Demo dalam Demokrasi: Antara Hak Warga Negara dan Suara Perubahan

Sarjana S1 Hukum, UIN Syarif Hidayatullah Jakarta
·waktu baca 3 menit
Tulisan dari Rizky Mahfudz, SH tidak mewakili pandangan dari redaksi kumparan

Ketika jalanan dipenuhi massa yang membawa spanduk, menyampaikan orasi, dan meneriakkan tuntutan, sebagian orang mungkin langsung mengaitkannya dengan kemacetan atau gangguan aktivitas sehari-hari. Namun di balik keramaian tersebut, demonstrasi sebenarnya memiliki makna yang jauh lebih besar dalam kehidupan berbangsa dan bernegara.
Demonstrasi atau yang sering disingkat menjadi demo merupakan salah satu bentuk penyampaian pendapat di muka umum. Aksi ini dilakukan oleh sekelompok orang yang ingin menyampaikan aspirasi, kritik, dukungan, maupun tuntutan terhadap suatu kebijakan atau persoalan yang dianggap penting bagi masyarakat.
Dalam negara demokrasi, demonstrasi bukanlah hal yang asing. Justru keberadaannya menjadi salah satu indikator bahwa masyarakat masih memiliki ruang untuk menyampaikan pendapat secara terbuka. Ketika warga merasa suara mereka kurang didengar melalui jalur formal, aksi turun ke jalan sering kali dipilih sebagai sarana untuk menarik perhatian pemerintah, lembaga negara, maupun publik secara luas.
Tidak sedikit perubahan kebijakan yang berawal dari tekanan dan kritik yang disampaikan melalui demonstrasi. Oleh karena itu, aksi unjuk rasa sering dipandang sebagai bagian dari mekanisme kontrol sosial yang dilakukan masyarakat terhadap jalannya pemerintahan. Melalui demonstrasi, masyarakat dapat menunjukkan bahwa mereka ikut mengawasi kebijakan publik dan tidak hanya menjadi penonton dalam proses pembangunan.
Selain sebagai alat kontrol sosial, demonstrasi juga berfungsi sebagai sarana pendidikan politik. Melalui aksi tersebut, masyarakat belajar untuk memahami isu-isu yang sedang berkembang, mengenal hak-hak konstitusionalnya, serta berpartisipasi dalam kehidupan demokrasi. Bagi mahasiswa misalnya, demonstrasi sering dianggap sebagai bentuk pengabdian intelektual untuk menyuarakan kepentingan masyarakat yang lebih luas.
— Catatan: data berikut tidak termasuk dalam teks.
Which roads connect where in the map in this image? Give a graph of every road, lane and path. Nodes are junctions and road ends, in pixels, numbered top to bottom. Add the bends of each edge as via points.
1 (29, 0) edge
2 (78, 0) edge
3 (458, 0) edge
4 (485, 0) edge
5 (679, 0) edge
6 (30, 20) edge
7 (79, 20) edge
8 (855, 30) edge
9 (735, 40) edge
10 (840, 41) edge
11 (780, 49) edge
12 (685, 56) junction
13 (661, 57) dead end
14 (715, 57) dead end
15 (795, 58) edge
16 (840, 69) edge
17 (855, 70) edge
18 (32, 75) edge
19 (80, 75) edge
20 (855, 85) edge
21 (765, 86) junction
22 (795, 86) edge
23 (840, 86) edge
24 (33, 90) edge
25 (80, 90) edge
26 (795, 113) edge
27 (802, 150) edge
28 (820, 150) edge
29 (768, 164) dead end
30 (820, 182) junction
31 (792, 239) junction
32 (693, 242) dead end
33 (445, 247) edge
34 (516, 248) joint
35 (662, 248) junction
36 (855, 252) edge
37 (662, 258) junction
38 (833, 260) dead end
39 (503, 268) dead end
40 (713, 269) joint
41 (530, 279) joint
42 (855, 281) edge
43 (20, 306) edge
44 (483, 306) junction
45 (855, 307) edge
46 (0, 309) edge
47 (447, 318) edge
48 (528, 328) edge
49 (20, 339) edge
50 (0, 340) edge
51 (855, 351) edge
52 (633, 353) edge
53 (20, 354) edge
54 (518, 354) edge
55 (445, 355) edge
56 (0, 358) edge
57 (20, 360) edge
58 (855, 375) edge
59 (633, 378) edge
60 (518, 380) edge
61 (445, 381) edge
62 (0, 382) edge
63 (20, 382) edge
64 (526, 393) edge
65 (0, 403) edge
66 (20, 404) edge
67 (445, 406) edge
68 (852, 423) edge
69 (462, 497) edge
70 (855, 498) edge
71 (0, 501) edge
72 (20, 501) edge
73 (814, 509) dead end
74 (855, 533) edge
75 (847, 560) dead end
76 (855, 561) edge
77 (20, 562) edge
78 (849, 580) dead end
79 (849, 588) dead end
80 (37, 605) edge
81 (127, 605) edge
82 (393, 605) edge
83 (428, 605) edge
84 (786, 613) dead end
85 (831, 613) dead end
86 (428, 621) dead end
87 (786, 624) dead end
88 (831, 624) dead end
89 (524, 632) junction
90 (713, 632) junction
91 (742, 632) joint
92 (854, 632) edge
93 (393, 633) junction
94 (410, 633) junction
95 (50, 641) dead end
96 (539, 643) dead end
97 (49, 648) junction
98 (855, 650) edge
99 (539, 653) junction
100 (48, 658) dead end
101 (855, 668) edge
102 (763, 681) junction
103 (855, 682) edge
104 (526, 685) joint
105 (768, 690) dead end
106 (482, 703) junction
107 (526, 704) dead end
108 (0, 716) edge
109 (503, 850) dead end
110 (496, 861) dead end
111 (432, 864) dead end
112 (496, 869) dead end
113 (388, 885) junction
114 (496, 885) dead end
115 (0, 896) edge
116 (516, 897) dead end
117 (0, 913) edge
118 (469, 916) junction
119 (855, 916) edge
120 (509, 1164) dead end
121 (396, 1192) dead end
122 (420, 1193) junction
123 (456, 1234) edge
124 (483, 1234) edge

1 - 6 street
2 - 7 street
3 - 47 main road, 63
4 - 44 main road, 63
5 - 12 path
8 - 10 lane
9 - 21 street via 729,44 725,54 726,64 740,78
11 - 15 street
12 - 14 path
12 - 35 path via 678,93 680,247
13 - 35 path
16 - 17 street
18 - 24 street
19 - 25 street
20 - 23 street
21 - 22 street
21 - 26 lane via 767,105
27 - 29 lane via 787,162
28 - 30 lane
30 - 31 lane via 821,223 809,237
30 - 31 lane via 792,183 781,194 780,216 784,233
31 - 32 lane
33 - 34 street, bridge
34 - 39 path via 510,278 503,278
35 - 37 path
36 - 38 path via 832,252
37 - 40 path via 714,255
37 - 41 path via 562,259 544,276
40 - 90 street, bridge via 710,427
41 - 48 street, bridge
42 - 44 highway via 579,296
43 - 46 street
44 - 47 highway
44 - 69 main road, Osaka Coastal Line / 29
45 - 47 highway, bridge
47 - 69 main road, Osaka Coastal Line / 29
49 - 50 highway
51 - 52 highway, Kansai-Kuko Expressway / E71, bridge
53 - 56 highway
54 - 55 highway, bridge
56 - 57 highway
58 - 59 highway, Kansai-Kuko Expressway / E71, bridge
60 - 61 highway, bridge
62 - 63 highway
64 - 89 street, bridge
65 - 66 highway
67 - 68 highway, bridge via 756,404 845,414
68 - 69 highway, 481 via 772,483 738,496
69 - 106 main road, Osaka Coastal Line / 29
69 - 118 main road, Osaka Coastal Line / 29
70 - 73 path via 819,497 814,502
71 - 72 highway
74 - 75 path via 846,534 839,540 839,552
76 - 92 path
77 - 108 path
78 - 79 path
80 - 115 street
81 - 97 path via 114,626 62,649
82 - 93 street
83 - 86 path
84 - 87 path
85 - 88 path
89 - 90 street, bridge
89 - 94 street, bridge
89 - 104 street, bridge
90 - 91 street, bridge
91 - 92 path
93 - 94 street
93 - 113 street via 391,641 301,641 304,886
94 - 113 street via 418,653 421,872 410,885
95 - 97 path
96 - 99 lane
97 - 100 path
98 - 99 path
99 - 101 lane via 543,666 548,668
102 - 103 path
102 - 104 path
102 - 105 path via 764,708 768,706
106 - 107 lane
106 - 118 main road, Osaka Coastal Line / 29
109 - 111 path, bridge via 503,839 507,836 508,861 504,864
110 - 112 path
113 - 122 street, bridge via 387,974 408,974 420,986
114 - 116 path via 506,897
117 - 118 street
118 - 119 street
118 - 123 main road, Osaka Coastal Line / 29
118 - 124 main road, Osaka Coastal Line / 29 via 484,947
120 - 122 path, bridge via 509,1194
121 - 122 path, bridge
Meski demikian, demonstrasi tidak boleh dipahami sebagai kebebasan tanpa batas. Hak untuk menyampaikan pendapat harus tetap dijalankan dengan memperhatikan hak orang lain serta ketertiban umum. Demonstrasi yang dilakukan secara damai akan lebih efektif dalam menyampaikan pesan dibandingkan tindakan yang berujung pada kerusakan fasilitas umum atau bentrokan dengan aparat keamanan.
Di Indonesia, hak untuk melakukan demonstrasi telah dijamin oleh konstitusi dan peraturan perundang-undangan. Undang-Undang Nomor 9 Tahun 1998 tentang Kemerdekaan Menyampaikan Pendapat di Muka Umum memberikan jaminan bahwa setiap warga negara berhak menyampaikan pikiran secara bebas dan bertanggung jawab. Karena itu, demonstrasi bukanlah tindakan yang melanggar hukum selama dilakukan sesuai dengan ketentuan yang berlaku.
Penyelenggara aksi umumnya diwajibkan memberikan pemberitahuan kepada pihak kepolisian sebelum kegiatan berlangsung. Tujuannya bukan untuk meminta izin, melainkan agar aparat dapat melakukan pengamanan serta memastikan jalannya aksi berlangsung tertib. Selain itu, peserta demonstrasi juga diharapkan menjaga keamanan, tidak membawa senjata berbahaya, serta menghormati fasilitas umum yang digunakan bersama.
Di era digital saat ini, bentuk penyampaian aspirasi memang semakin beragam. Kritik dan dukungan dapat disampaikan melalui media sosial, petisi daring, hingga forum diskusi publik. Namun demikian, demonstrasi tetap memiliki daya tarik tersendiri karena mampu menghadirkan simbol kebersamaan dan menunjukkan secara nyata besarnya dukungan terhadap suatu isu.
Pada akhirnya, demonstrasi selain kerumunan massa di jalan raya, aksi tersebut merupakan bagian dari hak demokratis warga negara untuk menyampaikan pendapat dan memperjuangkan perubahan. Selama dilakukan secara damai, tertib, dan bertanggung jawab, demonstrasi dapat menjadi jembatan antara masyarakat dan pemerintah dalam membangun kehidupan bernegara yang lebih baik.